只见那弟子身成弓状,一手撑地,一手抓着胸口,面目狰狞,很是难受的样子。然后惨叫了一声,口吐鲜血,倒地不起,应该是死了。

也不奇怪,那弟子不过金丹修士,如何能接一个元婴巅峰修士的一击,他没有马上死翘翘,还能挣扎一下,修为也还算是不错了。

要换个修为差点的金丹修士,估计飞出去的瞬间就凉了。

魏无羡伸手搭在这死了的弟子手上,一丝灵力探去,有些震惊,“生机全无,已经死了,而且他的金丹也被化去了。”

此言一出,众弟子也都有些惧怕,生怕那人会再出手,一旦没了金丹,仙道一途已绝。

有人惊恐的道出出他的身份“化,化丹手,是温逐流……”

温逐流散去手上的灵力,双手背在身后,静静盯着这些弟子。

温晁道:“哈哈,哈哈……谁还想抗命?”

场中渐渐安静下来,温晁这才满意,道:“就是因为现在还有你们这种不懂礼仪、不懂服从、不懂尊卑的世家子弟,坏了根子,我才决心要教化你们。

现在就这么无知无畏,要是不趁早给你正正风气,到了将来,还不得有人妄图挑战权威、爬到温家头上来!”

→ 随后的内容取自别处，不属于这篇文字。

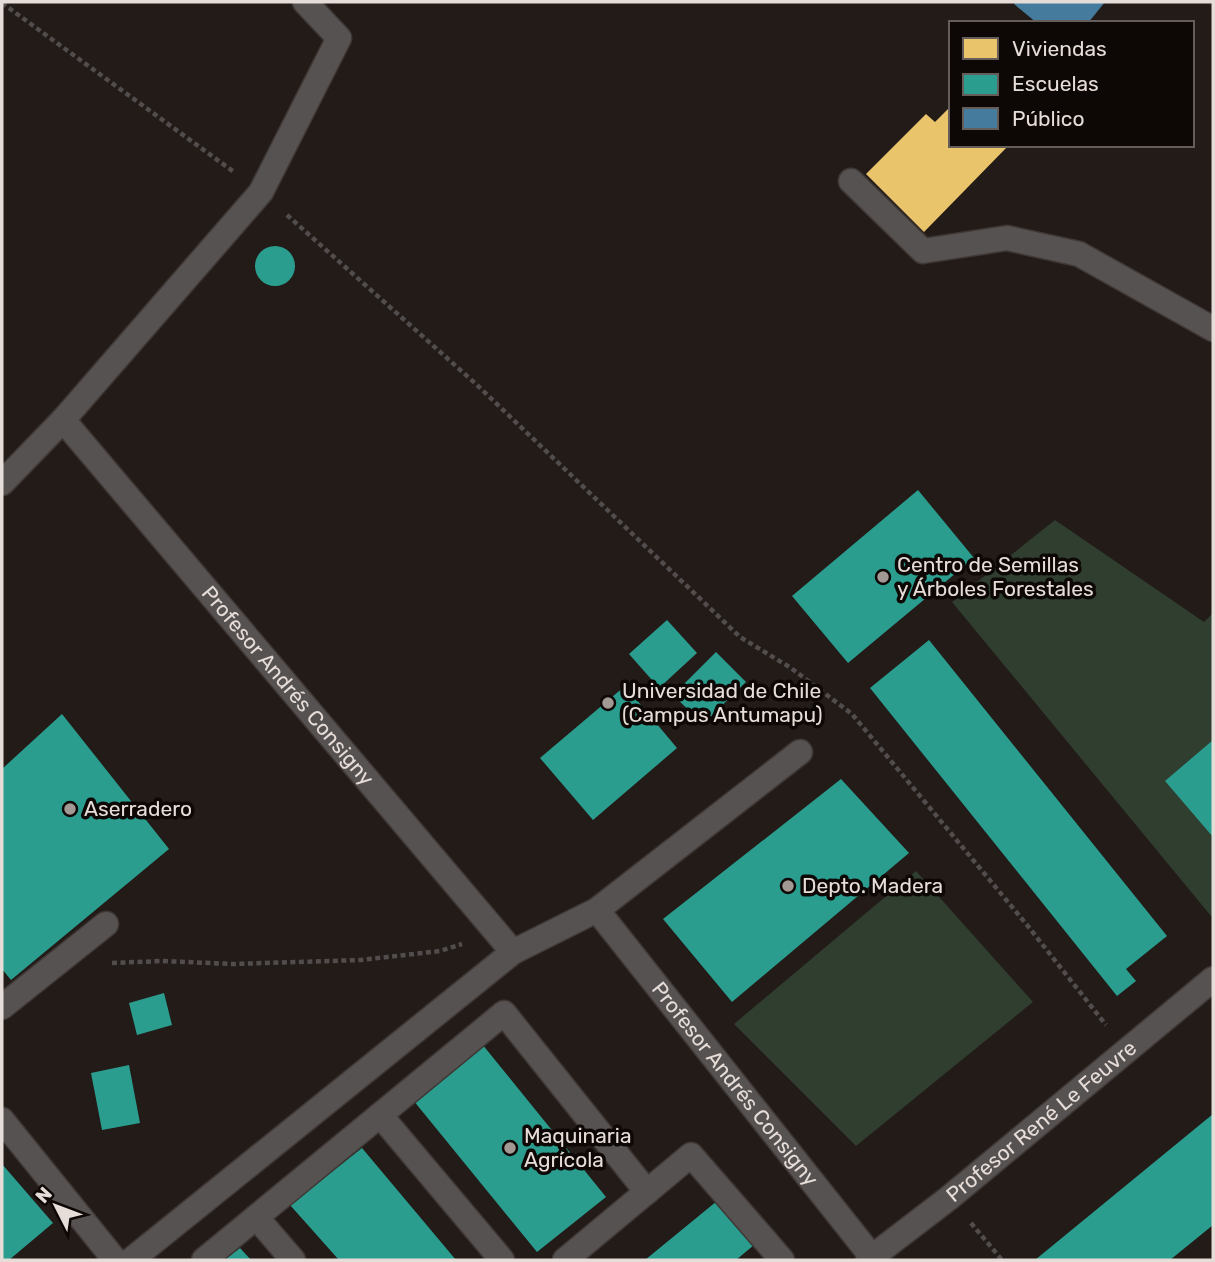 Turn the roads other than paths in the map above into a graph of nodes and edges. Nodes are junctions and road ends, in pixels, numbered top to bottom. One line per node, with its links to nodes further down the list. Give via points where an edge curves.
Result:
1 (305, 2): 4 (lane, via 339,38 261,192)
2 (851, 181): 3 (lane, via 923,251 1007,238 1079,254)
3 (1213, 329)
4 (64, 420): 5 (lane); 9 (lane, Profesor Andrés Consigny)
5 (2, 483)
6 (800, 752): 7 (lane)
7 (597, 909): 9 (lane); 16 (lane, Profesor Andrés Consigny)
8 (106, 924): 11 (lane)
9 (513, 953): 18 (lane)
10 (1213, 979): 16 (lane, Profesor René Le Feuvre)
11 (2, 1007)
12 (380, 1115): 14 (lane, via 504,1013); 15 (lane); 21 (lane)
13 (2, 1120): 17 (lane)
14 (648, 1192): 22 (lane); 23 (lane, via 691,1155)
15 (256, 1217): 19 (lane); 20 (lane)
16 (870, 1259)
17 (115, 1260)
18 (131, 1260)
19 (204, 1260)
20 (293, 1260)
21 (502, 1260)
22 (565, 1260)
23 (782, 1260)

明知他索剑是不怀好意,可是如今岐山温氏如日中天,各家都如履薄冰,不敢稍有反抗,生怕一惹他不满,就会被扣上什么罪名累及全族,只得忍气吞声。

江澄也过来,一把按住了魏无羡,魏无羡低声道:“你按我干什么?”

江澄哼道:“怕你乱来,别惹事。”

魏无羡道:“你想多了。虽然这个人又油腻又恶心,但也不会挑选这个时候给咱们家添乱子。放心吧。”

江澄道:“刚才那个人叫温逐流,有个外号叫‘化丹手’,是温晁的随侍,专门保护他的。”

“栽在温逐流化丹手之下的玄门高手不计其数,所以不要惹事……”

江羽凡:“对,魏无羡不要惹事,虽然那温逐流修为是高,但还不是我的对手,但我们现在在温家的地盘上,还是低调一点为妙。若是引起了那温若寒的注意,可就不妙了。”

…………

“缴剑”,温晁下令道。

收剑的温氏家仆走来,伸出手,语气不善的说到:“快,剑拿出来,快点的,别磨蹭……”

魏无羡虽然心里不快,也还是解了剑,交了上去,同时不由自主看了一眼姑苏蓝氏那边。

收剑的家仆走到了江羽凡的身前,依旧是一副趾高气扬,温家最牛皮的模样,“快,缴剑,嗯?你的剑呢?”

这家仆左看右看也没有找着江羽凡的剑。

江羽凡:“别找了,我没有佩戴仙剑。”

“不可能,修仙之人怎么会不配剑,肯定是你藏起来了,快交出来,不然我可就不客气了。”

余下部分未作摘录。